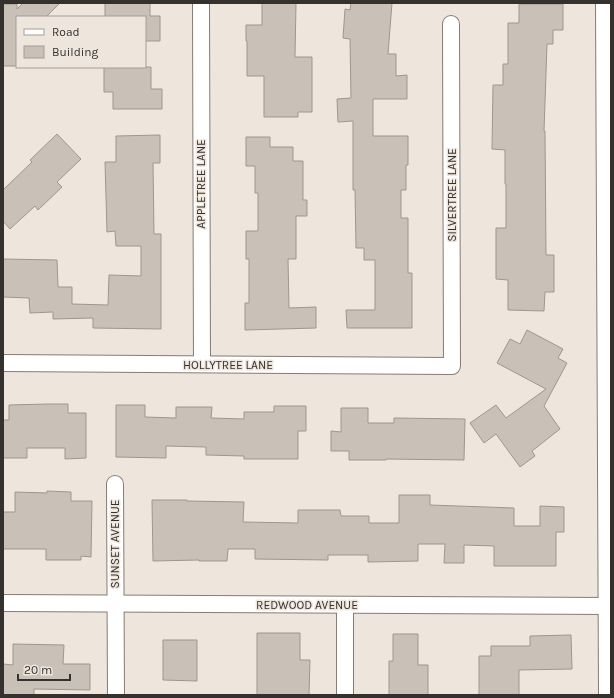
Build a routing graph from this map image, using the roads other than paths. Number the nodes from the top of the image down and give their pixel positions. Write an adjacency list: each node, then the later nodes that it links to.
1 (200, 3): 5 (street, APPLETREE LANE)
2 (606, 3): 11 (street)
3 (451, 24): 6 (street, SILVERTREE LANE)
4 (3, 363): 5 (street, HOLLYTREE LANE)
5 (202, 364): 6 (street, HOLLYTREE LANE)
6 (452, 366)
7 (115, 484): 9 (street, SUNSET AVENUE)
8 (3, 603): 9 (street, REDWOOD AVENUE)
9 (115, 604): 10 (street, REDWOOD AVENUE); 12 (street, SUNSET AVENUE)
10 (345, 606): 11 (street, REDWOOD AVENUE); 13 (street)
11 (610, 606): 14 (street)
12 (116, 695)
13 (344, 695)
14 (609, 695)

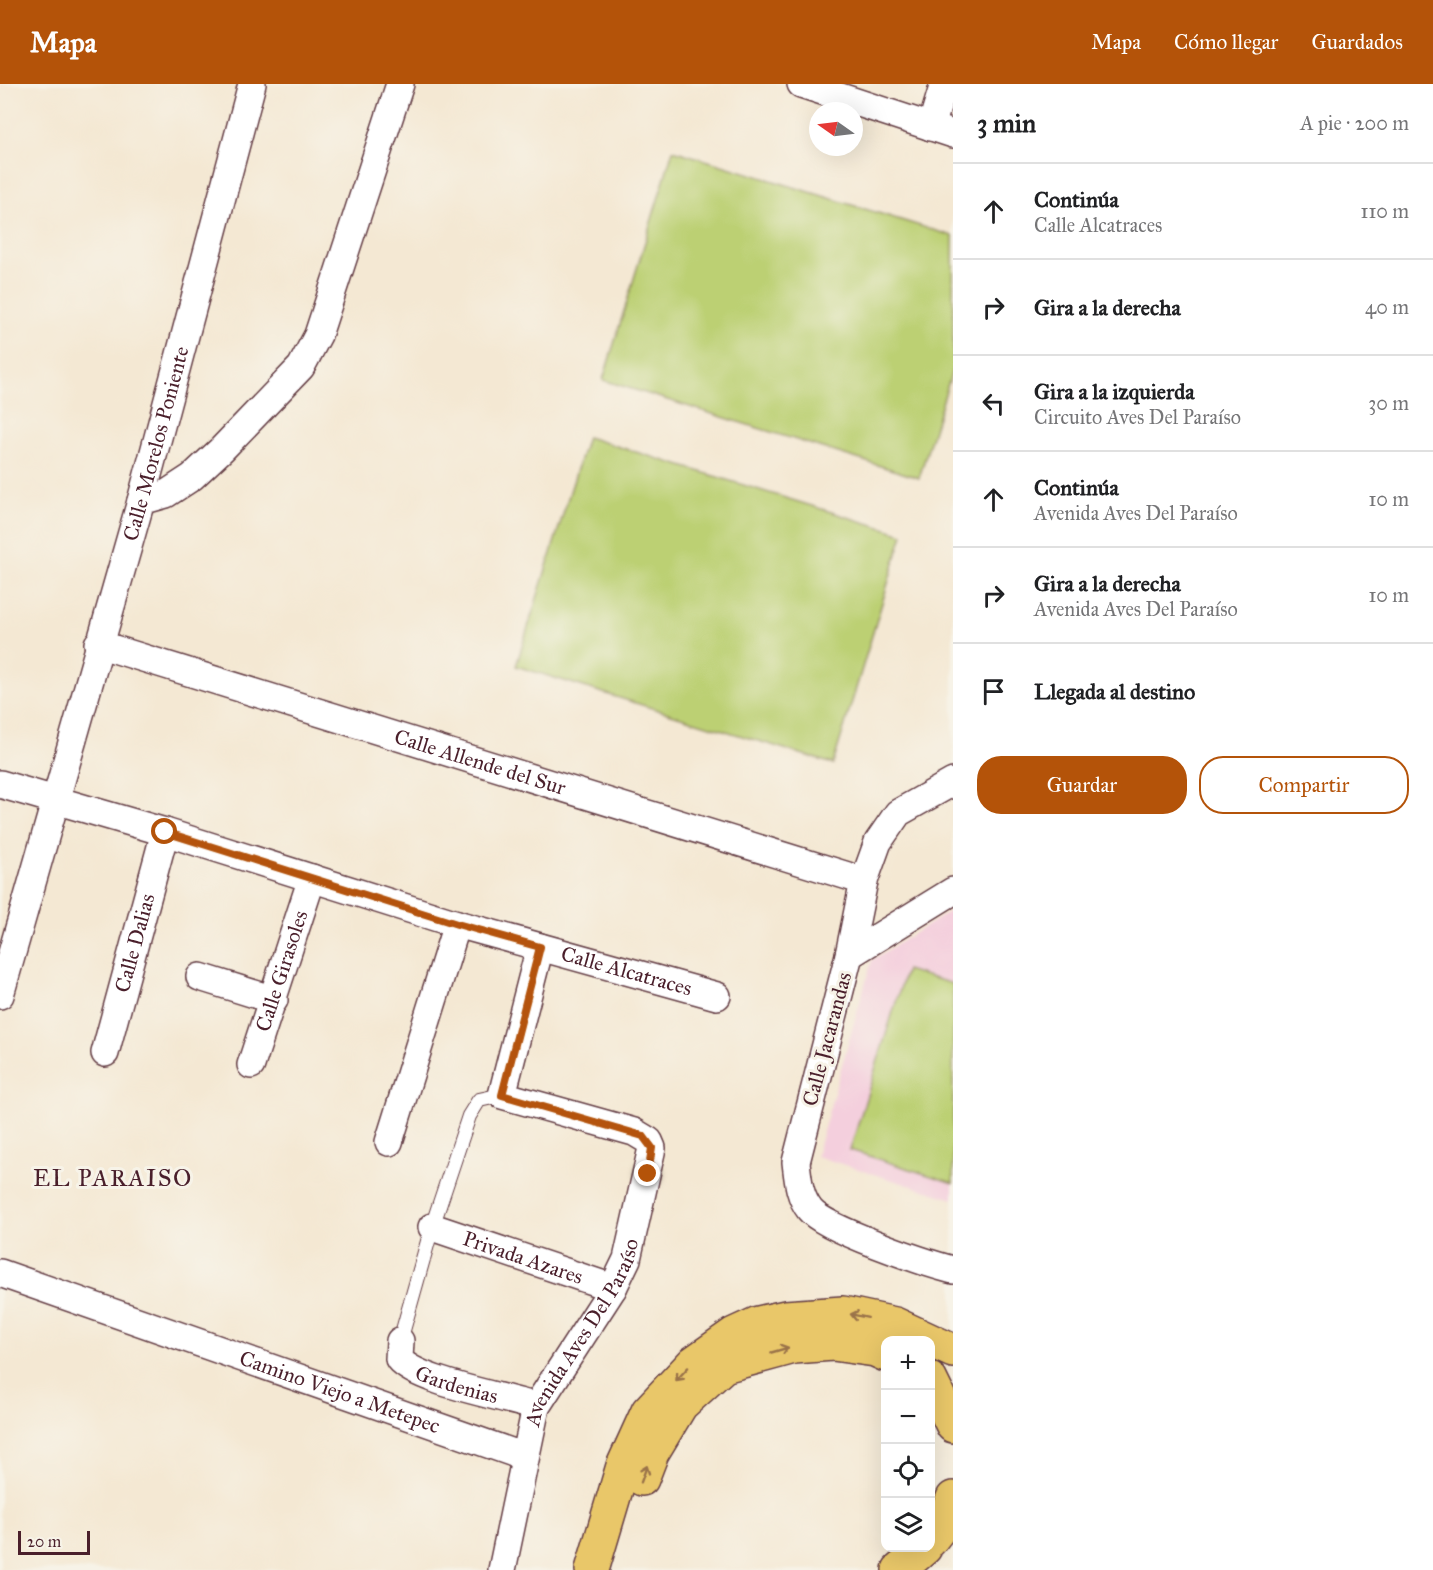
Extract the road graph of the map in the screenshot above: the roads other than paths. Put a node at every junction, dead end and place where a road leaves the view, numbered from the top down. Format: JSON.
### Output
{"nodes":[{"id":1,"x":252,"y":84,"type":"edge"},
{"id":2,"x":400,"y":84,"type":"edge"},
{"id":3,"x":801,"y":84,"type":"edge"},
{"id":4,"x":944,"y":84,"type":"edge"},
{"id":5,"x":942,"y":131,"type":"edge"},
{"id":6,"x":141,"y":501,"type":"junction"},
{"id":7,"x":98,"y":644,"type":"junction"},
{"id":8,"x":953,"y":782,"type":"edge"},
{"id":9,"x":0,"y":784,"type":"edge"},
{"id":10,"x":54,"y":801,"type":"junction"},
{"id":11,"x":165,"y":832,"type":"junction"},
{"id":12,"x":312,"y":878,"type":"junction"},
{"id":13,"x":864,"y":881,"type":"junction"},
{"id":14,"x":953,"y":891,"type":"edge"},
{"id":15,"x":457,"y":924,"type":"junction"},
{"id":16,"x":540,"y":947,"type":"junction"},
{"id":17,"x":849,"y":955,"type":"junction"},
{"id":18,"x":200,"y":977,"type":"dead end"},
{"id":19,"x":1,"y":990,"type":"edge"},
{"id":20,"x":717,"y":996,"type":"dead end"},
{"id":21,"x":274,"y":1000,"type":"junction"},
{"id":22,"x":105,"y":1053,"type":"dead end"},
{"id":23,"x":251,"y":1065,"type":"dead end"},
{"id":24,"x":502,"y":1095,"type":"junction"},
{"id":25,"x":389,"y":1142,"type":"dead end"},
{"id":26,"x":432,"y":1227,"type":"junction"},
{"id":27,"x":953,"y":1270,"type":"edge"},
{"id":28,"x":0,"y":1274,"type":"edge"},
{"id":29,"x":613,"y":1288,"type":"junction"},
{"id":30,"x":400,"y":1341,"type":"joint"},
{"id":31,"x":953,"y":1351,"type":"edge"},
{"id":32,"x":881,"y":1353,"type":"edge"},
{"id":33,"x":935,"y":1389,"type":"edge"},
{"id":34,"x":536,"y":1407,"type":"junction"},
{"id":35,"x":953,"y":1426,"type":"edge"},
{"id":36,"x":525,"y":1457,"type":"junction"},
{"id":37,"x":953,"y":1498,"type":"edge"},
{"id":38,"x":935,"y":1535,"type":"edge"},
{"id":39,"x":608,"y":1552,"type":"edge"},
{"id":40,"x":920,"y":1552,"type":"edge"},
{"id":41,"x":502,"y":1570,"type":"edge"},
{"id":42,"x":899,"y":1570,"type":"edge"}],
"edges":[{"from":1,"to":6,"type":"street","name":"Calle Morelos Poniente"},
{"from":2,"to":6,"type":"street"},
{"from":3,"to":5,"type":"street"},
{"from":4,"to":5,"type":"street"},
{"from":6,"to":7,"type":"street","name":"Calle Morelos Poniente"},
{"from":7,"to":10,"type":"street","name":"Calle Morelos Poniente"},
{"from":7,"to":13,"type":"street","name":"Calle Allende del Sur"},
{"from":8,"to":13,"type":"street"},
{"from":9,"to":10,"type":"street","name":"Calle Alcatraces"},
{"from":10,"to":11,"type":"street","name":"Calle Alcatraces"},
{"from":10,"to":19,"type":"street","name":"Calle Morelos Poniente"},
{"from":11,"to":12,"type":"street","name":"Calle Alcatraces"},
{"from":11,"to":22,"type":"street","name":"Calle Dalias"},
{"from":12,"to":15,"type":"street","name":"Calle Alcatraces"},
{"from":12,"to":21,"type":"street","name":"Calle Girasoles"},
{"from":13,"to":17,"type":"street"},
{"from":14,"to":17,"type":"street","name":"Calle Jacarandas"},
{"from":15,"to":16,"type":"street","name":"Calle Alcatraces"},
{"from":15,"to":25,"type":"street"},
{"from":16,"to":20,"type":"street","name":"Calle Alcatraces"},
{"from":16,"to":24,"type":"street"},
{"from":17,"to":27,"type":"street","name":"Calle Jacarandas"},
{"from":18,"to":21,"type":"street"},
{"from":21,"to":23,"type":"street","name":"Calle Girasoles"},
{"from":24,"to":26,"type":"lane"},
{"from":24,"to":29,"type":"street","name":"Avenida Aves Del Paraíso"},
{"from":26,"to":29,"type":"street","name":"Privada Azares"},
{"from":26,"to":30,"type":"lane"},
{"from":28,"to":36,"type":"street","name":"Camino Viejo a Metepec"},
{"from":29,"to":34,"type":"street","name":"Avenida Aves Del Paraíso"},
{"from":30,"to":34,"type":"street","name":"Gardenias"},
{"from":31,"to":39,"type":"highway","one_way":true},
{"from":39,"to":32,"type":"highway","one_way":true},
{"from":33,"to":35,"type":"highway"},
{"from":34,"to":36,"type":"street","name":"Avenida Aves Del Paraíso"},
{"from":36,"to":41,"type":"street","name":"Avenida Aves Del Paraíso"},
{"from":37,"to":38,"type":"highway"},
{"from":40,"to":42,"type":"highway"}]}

PROBLEM STATEMENT. Once the pictures are set aside, output all of the data above verbatim.

SOLUTION FOR THIS PROBLEM.
Build a routing graph from this map image, using the roads other than paths. Number the nodes from the top of the image down and give their pixel positions. Write an adjacency list: each node, then the later nodes that it links to.
1 (200, 3): 5 (street, APPLETREE LANE)
2 (606, 3): 11 (street)
3 (451, 24): 6 (street, SILVERTREE LANE)
4 (3, 363): 5 (street, HOLLYTREE LANE)
5 (202, 364): 6 (street, HOLLYTREE LANE)
6 (452, 366)
7 (115, 484): 9 (street, SUNSET AVENUE)
8 (3, 603): 9 (street, REDWOOD AVENUE)
9 (115, 604): 10 (street, REDWOOD AVENUE); 12 (street, SUNSET AVENUE)
10 (345, 606): 11 (street, REDWOOD AVENUE); 13 (street)
11 (610, 606): 14 (street)
12 (116, 695)
13 (344, 695)
14 (609, 695)

Extract the road graph of the map in the screenshot above: the roads other than paths. Put a node at every junction, dead end and place where a road leaves the view, numbered from the top down. Format: JSON.
### Output
{"nodes":[{"id":1,"x":252,"y":84,"type":"edge"},
{"id":2,"x":400,"y":84,"type":"edge"},
{"id":3,"x":801,"y":84,"type":"edge"},
{"id":4,"x":944,"y":84,"type":"edge"},
{"id":5,"x":942,"y":131,"type":"edge"},
{"id":6,"x":141,"y":501,"type":"junction"},
{"id":7,"x":98,"y":644,"type":"junction"},
{"id":8,"x":953,"y":782,"type":"edge"},
{"id":9,"x":0,"y":784,"type":"edge"},
{"id":10,"x":54,"y":801,"type":"junction"},
{"id":11,"x":165,"y":832,"type":"junction"},
{"id":12,"x":312,"y":878,"type":"junction"},
{"id":13,"x":864,"y":881,"type":"junction"},
{"id":14,"x":953,"y":891,"type":"edge"},
{"id":15,"x":457,"y":924,"type":"junction"},
{"id":16,"x":540,"y":947,"type":"junction"},
{"id":17,"x":849,"y":955,"type":"junction"},
{"id":18,"x":200,"y":977,"type":"dead end"},
{"id":19,"x":1,"y":990,"type":"edge"},
{"id":20,"x":717,"y":996,"type":"dead end"},
{"id":21,"x":274,"y":1000,"type":"junction"},
{"id":22,"x":105,"y":1053,"type":"dead end"},
{"id":23,"x":251,"y":1065,"type":"dead end"},
{"id":24,"x":502,"y":1095,"type":"junction"},
{"id":25,"x":389,"y":1142,"type":"dead end"},
{"id":26,"x":432,"y":1227,"type":"junction"},
{"id":27,"x":953,"y":1270,"type":"edge"},
{"id":28,"x":0,"y":1274,"type":"edge"},
{"id":29,"x":613,"y":1288,"type":"junction"},
{"id":30,"x":400,"y":1341,"type":"joint"},
{"id":31,"x":953,"y":1351,"type":"edge"},
{"id":32,"x":881,"y":1353,"type":"edge"},
{"id":33,"x":935,"y":1389,"type":"edge"},
{"id":34,"x":536,"y":1407,"type":"junction"},
{"id":35,"x":953,"y":1426,"type":"edge"},
{"id":36,"x":525,"y":1457,"type":"junction"},
{"id":37,"x":953,"y":1498,"type":"edge"},
{"id":38,"x":935,"y":1535,"type":"edge"},
{"id":39,"x":608,"y":1552,"type":"edge"},
{"id":40,"x":920,"y":1552,"type":"edge"},
{"id":41,"x":502,"y":1570,"type":"edge"},
{"id":42,"x":899,"y":1570,"type":"edge"}],
"edges":[{"from":1,"to":6,"type":"street","name":"Calle Morelos Poniente"},
{"from":2,"to":6,"type":"street"},
{"from":3,"to":5,"type":"street"},
{"from":4,"to":5,"type":"street"},
{"from":6,"to":7,"type":"street","name":"Calle Morelos Poniente"},
{"from":7,"to":10,"type":"street","name":"Calle Morelos Poniente"},
{"from":7,"to":13,"type":"street","name":"Calle Allende del Sur"},
{"from":8,"to":13,"type":"street"},
{"from":9,"to":10,"type":"street","name":"Calle Alcatraces"},
{"from":10,"to":11,"type":"street","name":"Calle Alcatraces"},
{"from":10,"to":19,"type":"street","name":"Calle Morelos Poniente"},
{"from":11,"to":12,"type":"street","name":"Calle Alcatraces"},
{"from":11,"to":22,"type":"street","name":"Calle Dalias"},
{"from":12,"to":15,"type":"street","name":"Calle Alcatraces"},
{"from":12,"to":21,"type":"street","name":"Calle Girasoles"},
{"from":13,"to":17,"type":"street"},
{"from":14,"to":17,"type":"street","name":"Calle Jacarandas"},
{"from":15,"to":16,"type":"street","name":"Calle Alcatraces"},
{"from":15,"to":25,"type":"street"},
{"from":16,"to":20,"type":"street","name":"Calle Alcatraces"},
{"from":16,"to":24,"type":"street"},
{"from":17,"to":27,"type":"street","name":"Calle Jacarandas"},
{"from":18,"to":21,"type":"street"},
{"from":21,"to":23,"type":"street","name":"Calle Girasoles"},
{"from":24,"to":26,"type":"lane"},
{"from":24,"to":29,"type":"street","name":"Avenida Aves Del Paraíso"},
{"from":26,"to":29,"type":"street","name":"Privada Azares"},
{"from":26,"to":30,"type":"lane"},
{"from":28,"to":36,"type":"street","name":"Camino Viejo a Metepec"},
{"from":29,"to":34,"type":"street","name":"Avenida Aves Del Paraíso"},
{"from":30,"to":34,"type":"street","name":"Gardenias"},
{"from":31,"to":39,"type":"highway","one_way":true},
{"from":39,"to":32,"type":"highway","one_way":true},
{"from":33,"to":35,"type":"highway"},
{"from":34,"to":36,"type":"street","name":"Avenida Aves Del Paraíso"},
{"from":36,"to":41,"type":"street","name":"Avenida Aves Del Paraíso"},
{"from":37,"to":38,"type":"highway"},
{"from":40,"to":42,"type":"highway"}]}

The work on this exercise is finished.